### Instructions for the task
In full and without alteration, return the records below.

[Stored data]
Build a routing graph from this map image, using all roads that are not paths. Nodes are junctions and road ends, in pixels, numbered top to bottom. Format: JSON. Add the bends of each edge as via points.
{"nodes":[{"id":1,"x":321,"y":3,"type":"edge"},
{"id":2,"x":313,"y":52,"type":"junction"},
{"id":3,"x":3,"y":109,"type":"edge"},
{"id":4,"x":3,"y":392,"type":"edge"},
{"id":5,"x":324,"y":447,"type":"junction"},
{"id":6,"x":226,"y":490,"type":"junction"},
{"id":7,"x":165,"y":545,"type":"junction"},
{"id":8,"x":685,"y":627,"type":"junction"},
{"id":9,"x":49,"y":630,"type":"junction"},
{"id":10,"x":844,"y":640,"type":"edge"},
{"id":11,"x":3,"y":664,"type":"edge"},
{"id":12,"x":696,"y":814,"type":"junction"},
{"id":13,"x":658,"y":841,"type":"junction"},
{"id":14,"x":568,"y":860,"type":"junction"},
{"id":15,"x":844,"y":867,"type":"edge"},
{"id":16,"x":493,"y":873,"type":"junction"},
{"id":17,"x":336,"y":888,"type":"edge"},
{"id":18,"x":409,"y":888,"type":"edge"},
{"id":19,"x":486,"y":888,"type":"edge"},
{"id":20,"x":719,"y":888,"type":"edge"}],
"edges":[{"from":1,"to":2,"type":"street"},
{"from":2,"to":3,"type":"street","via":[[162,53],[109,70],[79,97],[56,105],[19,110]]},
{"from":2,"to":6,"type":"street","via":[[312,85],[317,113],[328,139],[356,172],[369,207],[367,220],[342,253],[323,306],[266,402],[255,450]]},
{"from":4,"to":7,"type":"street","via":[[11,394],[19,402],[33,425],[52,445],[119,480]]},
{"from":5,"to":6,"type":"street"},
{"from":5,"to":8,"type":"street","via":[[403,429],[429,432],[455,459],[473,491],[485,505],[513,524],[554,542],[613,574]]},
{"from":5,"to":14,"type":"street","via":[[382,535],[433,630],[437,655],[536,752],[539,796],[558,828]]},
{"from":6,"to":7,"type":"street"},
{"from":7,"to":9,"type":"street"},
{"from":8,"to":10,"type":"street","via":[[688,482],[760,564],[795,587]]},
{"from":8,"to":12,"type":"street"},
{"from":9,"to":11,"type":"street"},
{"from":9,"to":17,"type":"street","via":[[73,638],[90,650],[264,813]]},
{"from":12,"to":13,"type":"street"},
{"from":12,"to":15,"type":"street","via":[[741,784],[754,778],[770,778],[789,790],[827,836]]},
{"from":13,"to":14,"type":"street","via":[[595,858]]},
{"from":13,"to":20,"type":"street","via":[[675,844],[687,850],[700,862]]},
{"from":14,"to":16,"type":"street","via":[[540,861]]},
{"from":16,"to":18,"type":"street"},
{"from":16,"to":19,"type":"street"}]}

### Task solution
Build a routing graph from this map image, using all roads that are not paths. Nodes are junctions and road ends, in pixels, numbered top to bottom. Format: JSON. Add the bends of each edge as via points.
{"nodes":[{"id":1,"x":321,"y":3,"type":"edge"},
{"id":2,"x":313,"y":52,"type":"junction"},
{"id":3,"x":3,"y":109,"type":"edge"},
{"id":4,"x":3,"y":392,"type":"edge"},
{"id":5,"x":324,"y":447,"type":"junction"},
{"id":6,"x":226,"y":490,"type":"junction"},
{"id":7,"x":165,"y":545,"type":"junction"},
{"id":8,"x":685,"y":627,"type":"junction"},
{"id":9,"x":49,"y":630,"type":"junction"},
{"id":10,"x":844,"y":640,"type":"edge"},
{"id":11,"x":3,"y":664,"type":"edge"},
{"id":12,"x":696,"y":814,"type":"junction"},
{"id":13,"x":658,"y":841,"type":"junction"},
{"id":14,"x":568,"y":860,"type":"junction"},
{"id":15,"x":844,"y":867,"type":"edge"},
{"id":16,"x":493,"y":873,"type":"junction"},
{"id":17,"x":336,"y":888,"type":"edge"},
{"id":18,"x":409,"y":888,"type":"edge"},
{"id":19,"x":486,"y":888,"type":"edge"},
{"id":20,"x":719,"y":888,"type":"edge"}],
"edges":[{"from":1,"to":2,"type":"street"},
{"from":2,"to":3,"type":"street","via":[[162,53],[109,70],[79,97],[56,105],[19,110]]},
{"from":2,"to":6,"type":"street","via":[[312,85],[317,113],[328,139],[356,172],[369,207],[367,220],[342,253],[323,306],[266,402],[255,450]]},
{"from":4,"to":7,"type":"street","via":[[11,394],[19,402],[33,425],[52,445],[119,480]]},
{"from":5,"to":6,"type":"street"},
{"from":5,"to":8,"type":"street","via":[[403,429],[429,432],[455,459],[473,491],[485,505],[513,524],[554,542],[613,574]]},
{"from":5,"to":14,"type":"street","via":[[382,535],[433,630],[437,655],[536,752],[539,796],[558,828]]},
{"from":6,"to":7,"type":"street"},
{"from":7,"to":9,"type":"street"},
{"from":8,"to":10,"type":"street","via":[[688,482],[760,564],[795,587]]},
{"from":8,"to":12,"type":"street"},
{"from":9,"to":11,"type":"street"},
{"from":9,"to":17,"type":"street","via":[[73,638],[90,650],[264,813]]},
{"from":12,"to":13,"type":"street"},
{"from":12,"to":15,"type":"street","via":[[741,784],[754,778],[770,778],[789,790],[827,836]]},
{"from":13,"to":14,"type":"street","via":[[595,858]]},
{"from":13,"to":20,"type":"street","via":[[675,844],[687,850],[700,862]]},
{"from":14,"to":16,"type":"street","via":[[540,861]]},
{"from":16,"to":18,"type":"street"},
{"from":16,"to":19,"type":"street"}]}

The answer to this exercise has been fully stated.